The Literacy Competition (Soapbox Series, 1)

Speak now, or forever hold your peace. Just about two weeks ago, Colleen Mondor ( Chasing Ray) observed that within the kidlit portion of the blogosphere, there have been a number of issues grabbing our attention … some of which are worth discussing more. In this post she proposed that July 20 open a week to “write about the aspects of children’s and teen publishing that frustrate [us].”  This is a chance to stand on your soapbox. So we have pulled out ours …

The Reading Tub, Inc. started out as a hobby. It offered a Stay-at-Home-Mom with an18-month-old child a chance to match her love of reading and books with her need for a creative outlet and a chance to use her brain.

Over the last four years, I have learned a lot.  Back then, I couldn’t spell H-T-M-L. Now I can actually speak a little geek. Back then, I thought that people passionate about reading and literacy would be a collegial group. We all want to raise our children to be successful, and reading is critical to that success. When I decided to seek 501(c)(3) status and grow the literacy side of the Reading Tub’s mission, I expected to be part of a community that had ideas to share about reading with kids and helping them become independent readers. Boy, was I naïve.

I am shocked by the number of times someone has told me “you’re my competition.” Ironically enough, these aren’t product vendors, booksellers, authors, or book reviewers. They are other non-profits. Did I miss something? Aren’t we working toward creating a world that gives our children a chance to chart any course they want?

Pause. I want to say – and I will do it in capital letters if I need to – that for the most part I have found what I was expecting: people who put kids first and who want to work together for the greater good. Now continue…

I view reading as a public commodity. We need to be able to read in order to function in daily life, whether it is looking at the cans on the grocery shelf to pick potatoes (not tomatoes) or buying a car.

I have always believed there are different paths to learning to read. We are individuals. Our learning style, motivation, and likes/dislikes are different. There is no one-size-fits-all model to reading, just is there is no one, best program for dieting or breaking your smoking habit. The trigger  (that “thing” that finally got you to make the lifelong change) came from inside. Whatever approach you took worked for you …but it didn’t necessarily work for your sister.

If you want to lose weight or quit smoking, you have many choices. Companies create products – and compete with each other – to help you meet your goal. When you are talking about commercial products, you are talking about a business competition. For-profit companies are creating products to meet consumer demand based on the demographic forces of the day: studies on obesity, our obsession with being thin, studies on the health effects of smoking, etc.
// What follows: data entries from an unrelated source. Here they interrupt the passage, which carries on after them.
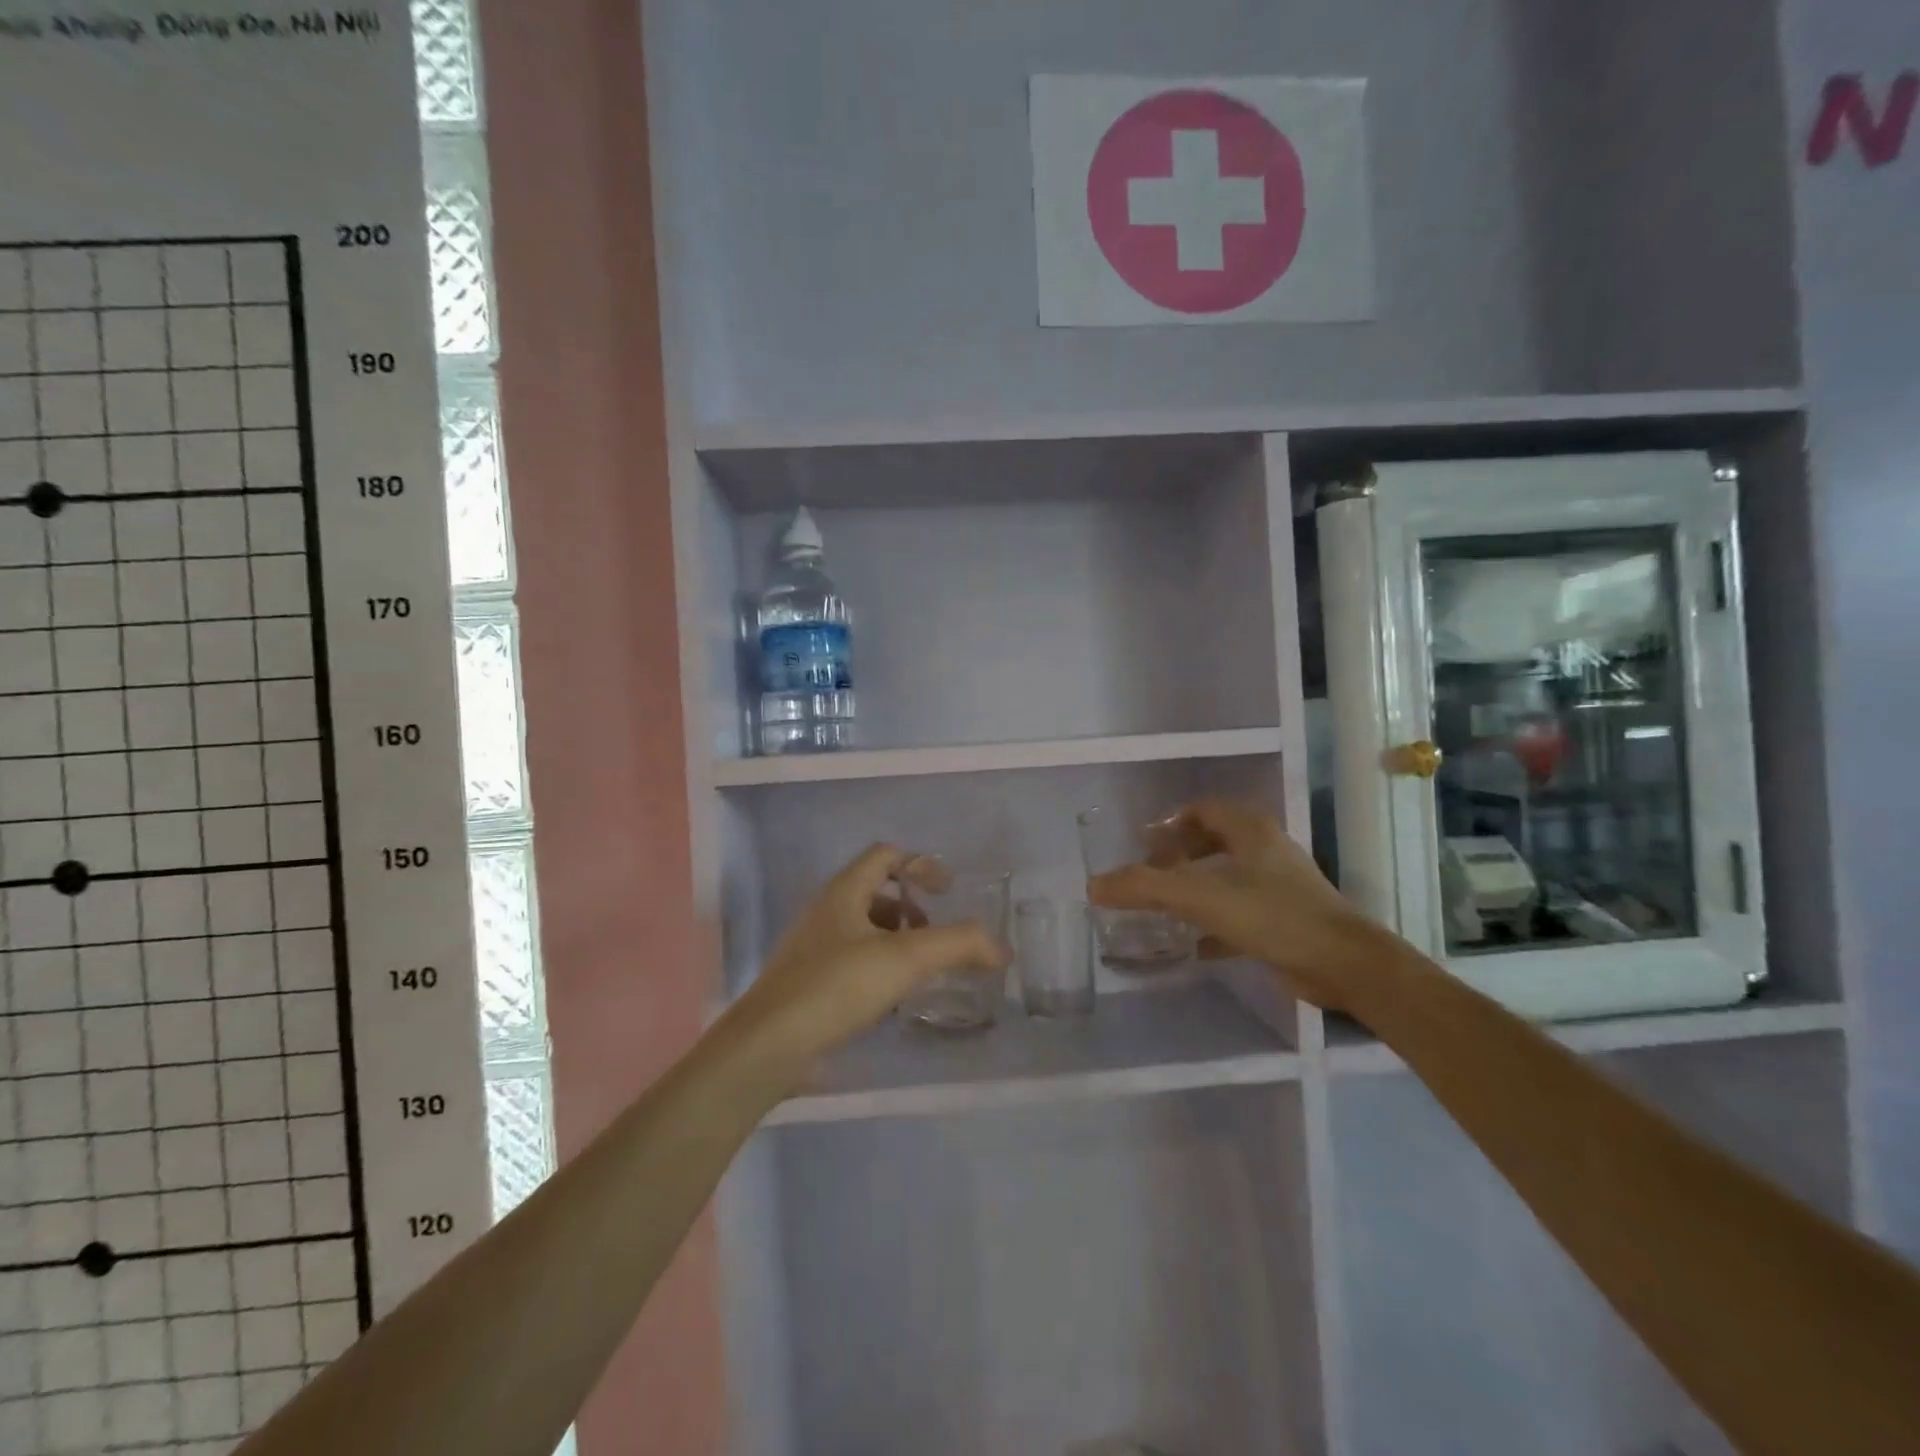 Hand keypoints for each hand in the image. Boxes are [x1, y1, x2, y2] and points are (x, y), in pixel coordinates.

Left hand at [723, 845, 1007, 1077]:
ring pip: (864, 929)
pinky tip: (893, 1000)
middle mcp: (826, 911)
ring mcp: (812, 948)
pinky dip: (879, 969)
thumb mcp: (906, 959)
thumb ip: (958, 945)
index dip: (921, 864)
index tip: (949, 890)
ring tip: (920, 971)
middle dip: (912, 909)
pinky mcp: (808, 983)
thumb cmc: (836, 987)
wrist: (768, 1046)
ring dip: (897, 941)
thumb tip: (1001, 948)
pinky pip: (852, 961)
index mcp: (844, 891)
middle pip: (876, 891)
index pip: (885, 855)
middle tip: (935, 937)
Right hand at [1089, 799, 1375, 1009]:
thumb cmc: (1271, 915)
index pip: (1201, 810)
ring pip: (1225, 877)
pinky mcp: (1284, 920)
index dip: (1169, 823)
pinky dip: (1212, 922)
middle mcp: (1265, 850)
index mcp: (1249, 830)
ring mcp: (1278, 886)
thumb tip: (1094, 885)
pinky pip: (1238, 911)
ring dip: (1194, 888)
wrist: (1342, 964)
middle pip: (1212, 841)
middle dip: (1177, 856)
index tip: (1141, 844)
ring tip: (1162, 908)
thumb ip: (1144, 888)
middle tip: (1148, 875)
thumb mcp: (1200, 896)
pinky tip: (1191, 943) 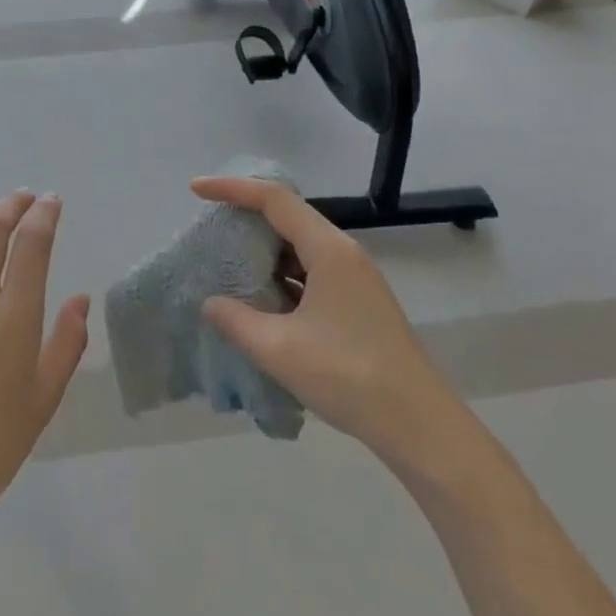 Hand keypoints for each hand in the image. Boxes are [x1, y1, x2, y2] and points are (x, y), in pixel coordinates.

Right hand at [192, 177, 466, 471]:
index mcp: (328, 251)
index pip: (273, 200)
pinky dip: (280, 276)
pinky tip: (260, 299)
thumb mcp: (279, 349)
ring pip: (299, 248)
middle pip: (288, 218)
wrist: (420, 427)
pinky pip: (310, 272)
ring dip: (263, 252)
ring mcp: (354, 279)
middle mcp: (344, 254)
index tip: (196, 189)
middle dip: (245, 218)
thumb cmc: (349, 377)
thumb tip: (210, 304)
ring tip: (227, 264)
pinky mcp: (357, 303)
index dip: (232, 188)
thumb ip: (236, 321)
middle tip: (209, 230)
There is a learning-to-read segment, too. Companies create products because they perceive consumer interest: NLCB demands on schools, parental pressures to get kids to read at early ages, academic studies on reading ability, etc. There are tools (some of them highly effective) that can help children learn to read. Some kids don’t need extra assistance, others do. The tool that worked for Sally, may not work for Betty. What turned Ben into an avid reader may have no effect on James. So yes, you need choices.

But that is commercial enterprise. When you are talking about literacy as a societal issue, though, there should be no competition. Yes, non-profits compete for dollars, too. A well run non-profit is like a commercial enterprise, except that the “profits” go to the stakeholders, not shareholders. I understand that. With more dollars, we can do more things. I get that. But we’re more than that.

Non-profits with literacy missions help the members of our community find success. We approach literacy from different angles, even within the venue of children’s literacy. We have different approaches, different audiences. For example, the Reading Tub, Inc. promotes family reading (reading out loud) and facilitates getting books to at-risk readers to help them succeed. Read Aloud Virginia promotes reading out loud (family reading) and works directly with at-risk readers and their families to give them the tools to raise successful readers. Same goals, different models.

Just as there is no one, best solution for helping someone live a healthier life, there is no single solution for promoting literacy and turning kids into successful readers. You will never reach everyone by yourself. Some day, some time, you will meet someone that doesn’t connect with your idea, approach, or answer.

So I’ll close with these questions to my “competitors.” What happens when someone who musters every ounce of courage comes to you for help? Can you offer them alternatives that might better meet them where they are? If they don’t buy into your approach do you just turn them away and wish them good luck so they don’t go to a competitor? How literate is that?!